Oh well, I still think the stove is a good buy and I am excited about running it this winter.  Rant over.  Maybe ESW could send me a cord of dry oak...


----------



## Michael6268 (Oct 29, 2015)

Why is there not a recall on the stoves I wonder? Maybe it's in the works. If not I think it's kind of irresponsible.


----------



## stoveguy2esw (Oct 29, 2015)

srchar said:


> Hi folks,
> Just joined today in order to rant about my Madison.  So I don't seem like such a jerk, I will first say thanks to those who have posted this great information!  The hours I've spent lurking here have helped a great deal with my liner install, selecting a wood stove, and gathering firewood.
> 
> I picked up my Madison from Lowes just a few weeks ago.  It was $750 minus %10 because I had a coupon.  No complaints there!  My build date is 8/15 and serial is 003023.  Because of this thread I checked my AAS before firing my new stove and it was indeed backwards.  I made the repair but haven't tried the AAS yet because I'm still doing break in fires.
> ...




have you fired this unit yet? the 7 oclock ish position is approximate, its only when the tab on the spring is pointed above like 2 to 3 oclock that its inverted, but looking at yours it looks like if it was reversed it would literally be too high and wold trip way too early, the spring can e adjusted somewhat by rotating the allen head screw to move the tab closer to 7 oclock if it doesn't trip quickly enough


----------



## srchar (Oct 29, 2015)

I made the spring look like Michael's "correct" picture in post #43.  I've done a few small break in fires but I haven't tried the AAS yet.  I tested the spring with a lighter after the adjustment and it tripped after a while.  I wanted to do the fix as early as possible to avoid breaking the screws. 

Come to think of it, the stove was warm when I took the picture, I guess that's why the spring is where it is.

I can't wait for it to get cold so I can really test this thing.  Looking forward to watching the lazy flames.


----------



## spirilis (Oct 29, 2015)

srchar said:


> I made the spring look like Michael's "correct" picture in post #43.  I've done a few small break in fires but I haven't tried the AAS yet.  I tested the spring with a lighter after the adjustment and it tripped after a while.  I wanted to do the fix as early as possible to avoid breaking the screws.
> 
> Come to think of it, the stove was warm when I took the picture, I guess that's why the spring is where it is.
> 
> I can't wait for it to get cold so I can really test this thing.  Looking forward to watching the lazy flames.

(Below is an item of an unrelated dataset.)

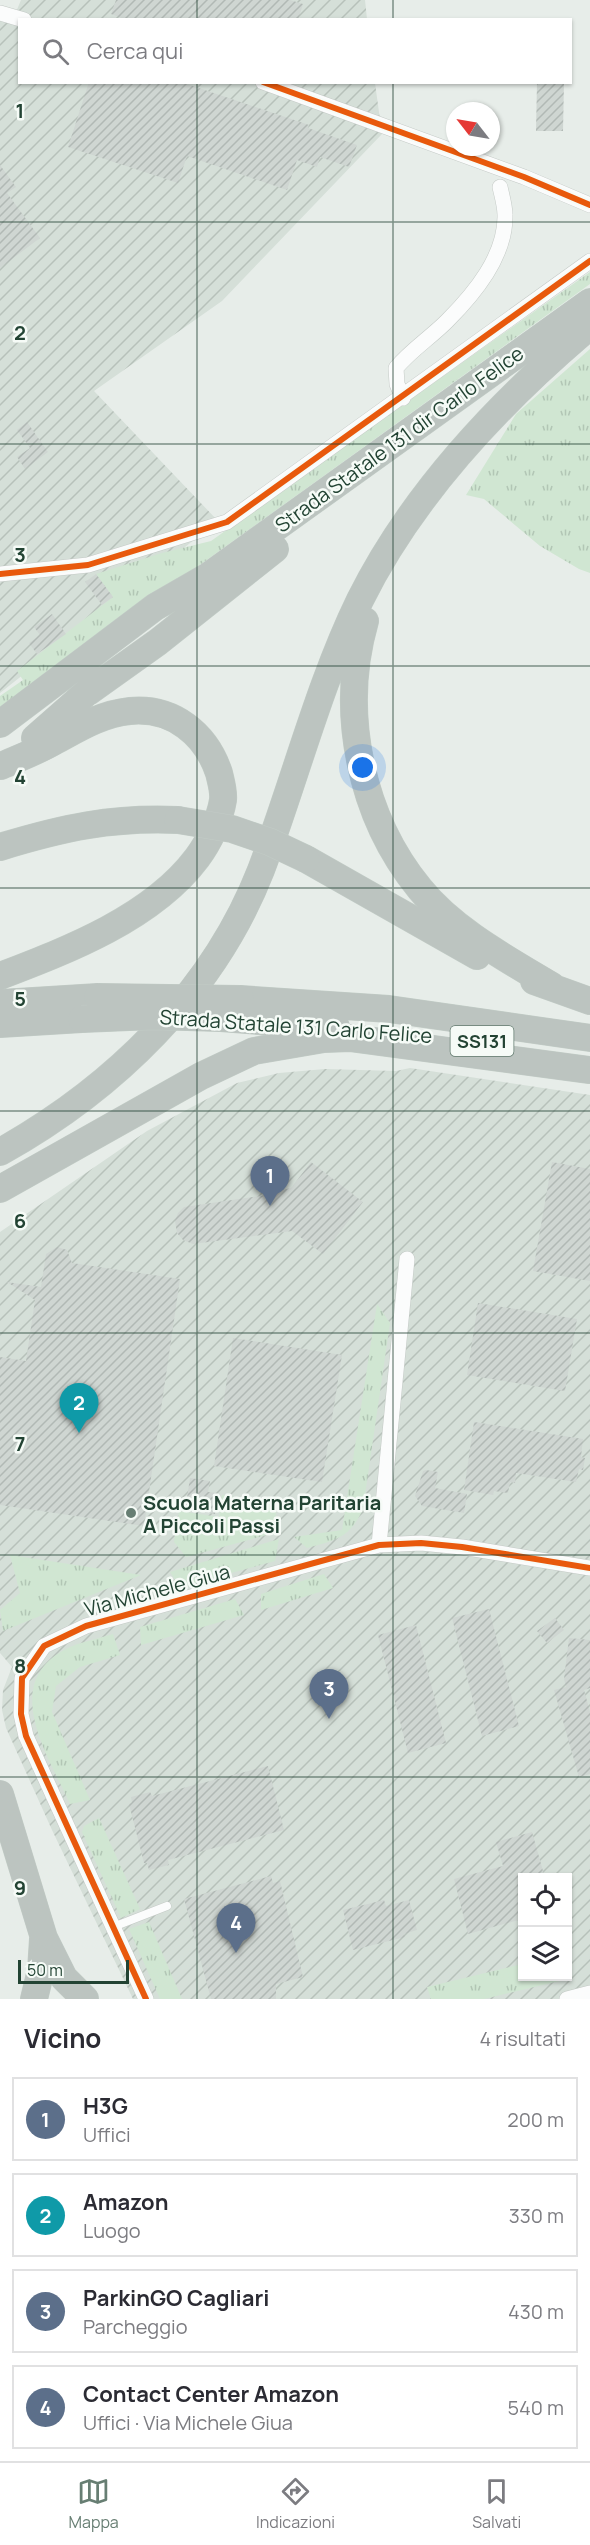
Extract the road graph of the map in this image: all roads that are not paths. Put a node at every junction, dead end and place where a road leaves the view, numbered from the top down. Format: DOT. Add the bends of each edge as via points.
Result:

Makes sense, if yours originally looked like that when warm it probably looked a lot like mine did when cold.

I generally think even on a cold start, you should leave the air wide open with no AAS for 20min or so because that's when you truly have maximum primary air (the AAS doesn't *quite* match fully open airflow especially when the rod is far out).  I bet it's good to go just dampering down and turning the rod right after a reload though.


----------



## nal51511 (Nov 5, 2015)

Does any one know after what date (manufacturer date)  this issue was resolved?


----------



## spirilis (Nov 5, 2015)

Not sure but hold off worrying about this too much.  Mine was "backwards" but as I've discovered, turning it around doesn't calibrate it right either.  Have to wait for more cold weather to test again.


----------



## spirilis (Nov 9, 2015)

Alright, after a few fires I think I can say that *this* is what it should look like:






The original setting was more like 2-3 o'clock, so the worst I could say is ESW tuned it a bit too high (making it unreasonable to rely upon).  But it wasn't totally "backwards".  I tried the 7 o'clock position as mentioned earlier and it tripped before 250F, this is around 4 o'clock and seems to be about right.  Trips somewhere around 500-550F, meaning that the hottest spot on the stovetop is around 500-550F whereas other parts of the stovetop might be 450-500F.  Sometimes it won't make it there (and thus will never trip), but if I put a super-dry form of kindling or firewood mixed in such as a wood briquette (biobrick, liberty brick, etc) or pallet wood in the middle or lower half of the fuel load, when it eventually ignites (top-down fire) that usually provides the right stuff to "surge" the stove into the 500+F range so it kicks off a clean burn and settles down after the AAS trips with the air control all the way out.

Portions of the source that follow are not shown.